* Sean M. Burke wrote:
>So the C-Tidy-library builds a document tree for some HTML file, and then
>SAX walks the tree so that you can, via Perl, build a new (in-Perl) tree
>for it, using the tree library of your choice (XML::DOM, XML::Element, or
>even some crazy thing called HTML::Element) ?

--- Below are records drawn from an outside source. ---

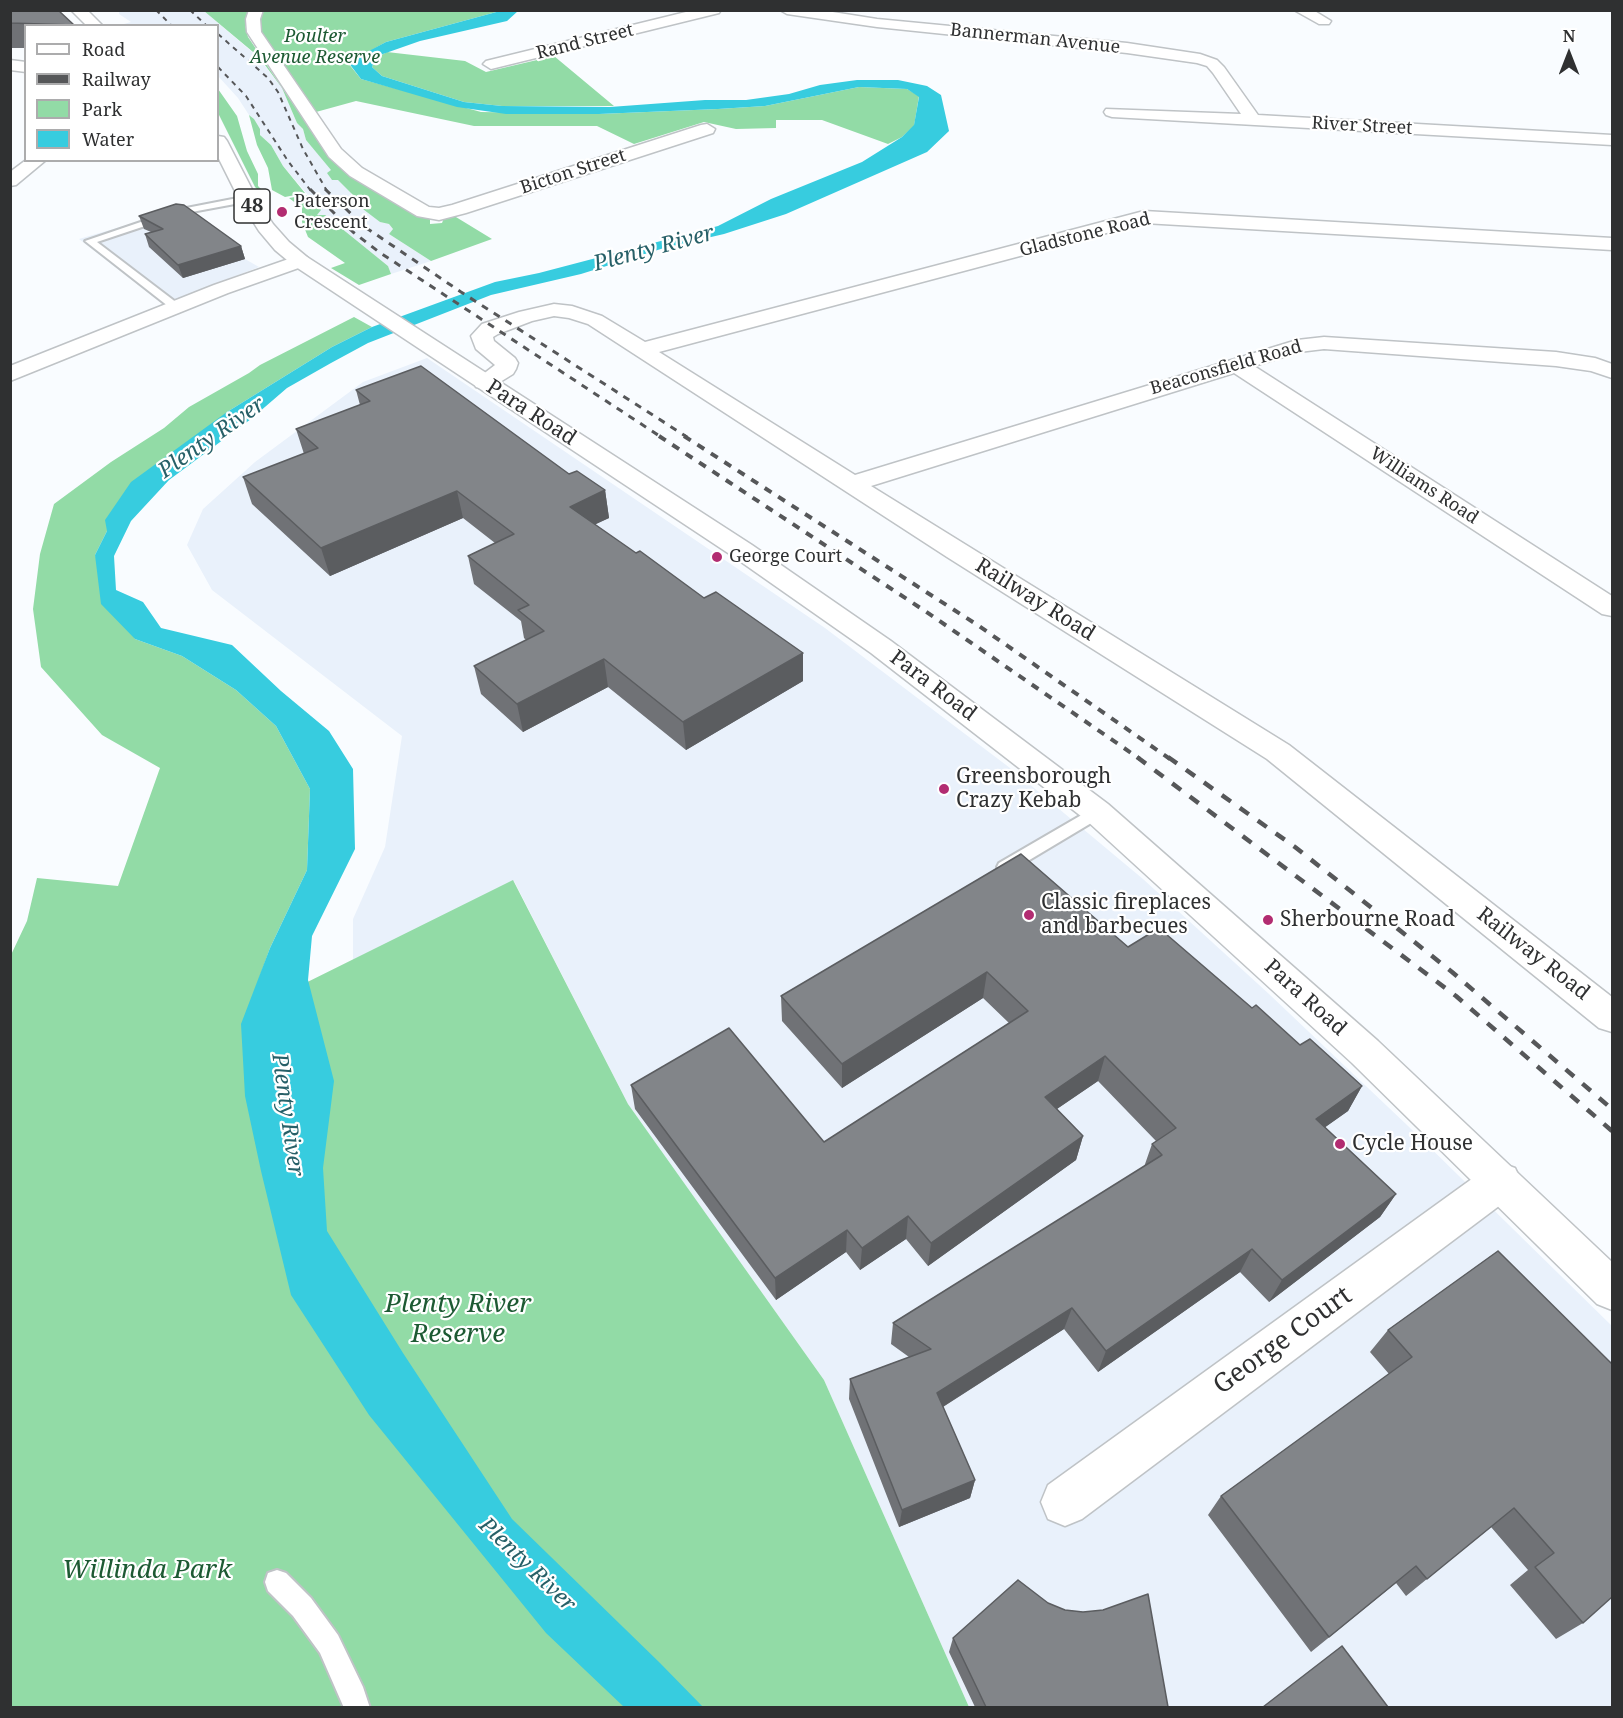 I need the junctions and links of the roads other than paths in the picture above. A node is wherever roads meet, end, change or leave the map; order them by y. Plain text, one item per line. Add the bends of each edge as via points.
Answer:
1 (78, 10) edge
2 (256, 10) edge
3 (714, 10) edge
4 (787, 10) edge
5 (1301, 10) edge
6 (1324, 21) dead end
7 (94, 24) edge
8 (491, 64) dead end
9 (1112, 113) dead end
10 (1253, 120) junction
11 (707, 129) dead end
12 (1612, 140) edge
13 (219, 143) edge
14 (24, 160) edge
15 (35, 162) edge
16 (10, 170) edge
17 (10, 182) edge
18 (248, 200) junction
19 (1612, 244) edge
20 (300, 261) junction
21 (177, 308) junction
22 (640, 350) junction
23 (1235, 364) junction
24 (1612, 370) edge
25 (10, 374) edge
26 (484, 382) junction
27 (852, 484) junction
28 (1612, 609) edge
29 (1097, 812) junction
30 (992, 874) edge
31 (1612, 1017) edge
32 (1502, 1181) junction
33 (1612, 1290) edge
34 (1065, 1502) dead end
35 (277, 1582) dead end
36 (357, 1707) edge

1 - 7 street
2 - 11 street, Bicton Street via 254,32 335,153 356,172 438,218
3 - 8 street, Rand Street
4 - 10 street, Bannerman Avenue via 1200,59 1219,70
5 - 6 street
9 - 10 street, River Street
10 - 12 street, River Street
13 - 18 street, Para Road / 48
14 - 16 street
15 - 17 street
18 - 20 street, Para Road / 48 via 273,236
18 - 21 lane via 179,212 90,242
19 - 22 street, Gladstone Road via 1144,217
20 - 21 street
20 - 26 street, Para Road / 48
21 - 25 street
22 - 26 street, Railway Road via 589,317 562,311 537,313 484,333 484,344 507,363 505,369
22 - 27 street, Railway Road
23 - 24 street, Beaconsfield Road via 1282,349 1324,343 1556,359
23 - 27 street, Beaconsfield Road
23 - 28 street, Williams Road
26 - 29 street, Para Road / 48 via 743,551 872,641
27 - 31 street, Railway Road via 1278,752
29 - 30 lane
29 - 32 street, Para Road / 48 via 1365,1052
32 - 33 street, Para Road / 48
32 - 34 street, George Court
35 - 36 lane via 302,1607 329,1644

Yes. Something similar goes for HTML::Parser-style events. This is one
reason, why HTML::Tidy could not support all HTML::Parser events, e.g.
informations like 'offset', 'line', 'column' or 'tokens' get lost in the
parsing/cleanup process. Ok, it would be possible by making a lot of
changes in Tidy, but I don't think it's worth the effort, Tidy's power
_is_ the clean-tree generation.

>I dimly (mis?)remember looking at Tidy's internals months ago, and I think
>I remember that it stored everything as double-byte Unicode strings -- so I
>presume that those get UTF8ified (and tagged as such) when passed to Perl,
>right?

Tidy stores all character data as UTF-8 encoded char*s. They will be
passed as UTF-8 to Perl (tagged as such via SvUTF8_on()) or, for the
pretty-printer, in your desired encoding (if supported).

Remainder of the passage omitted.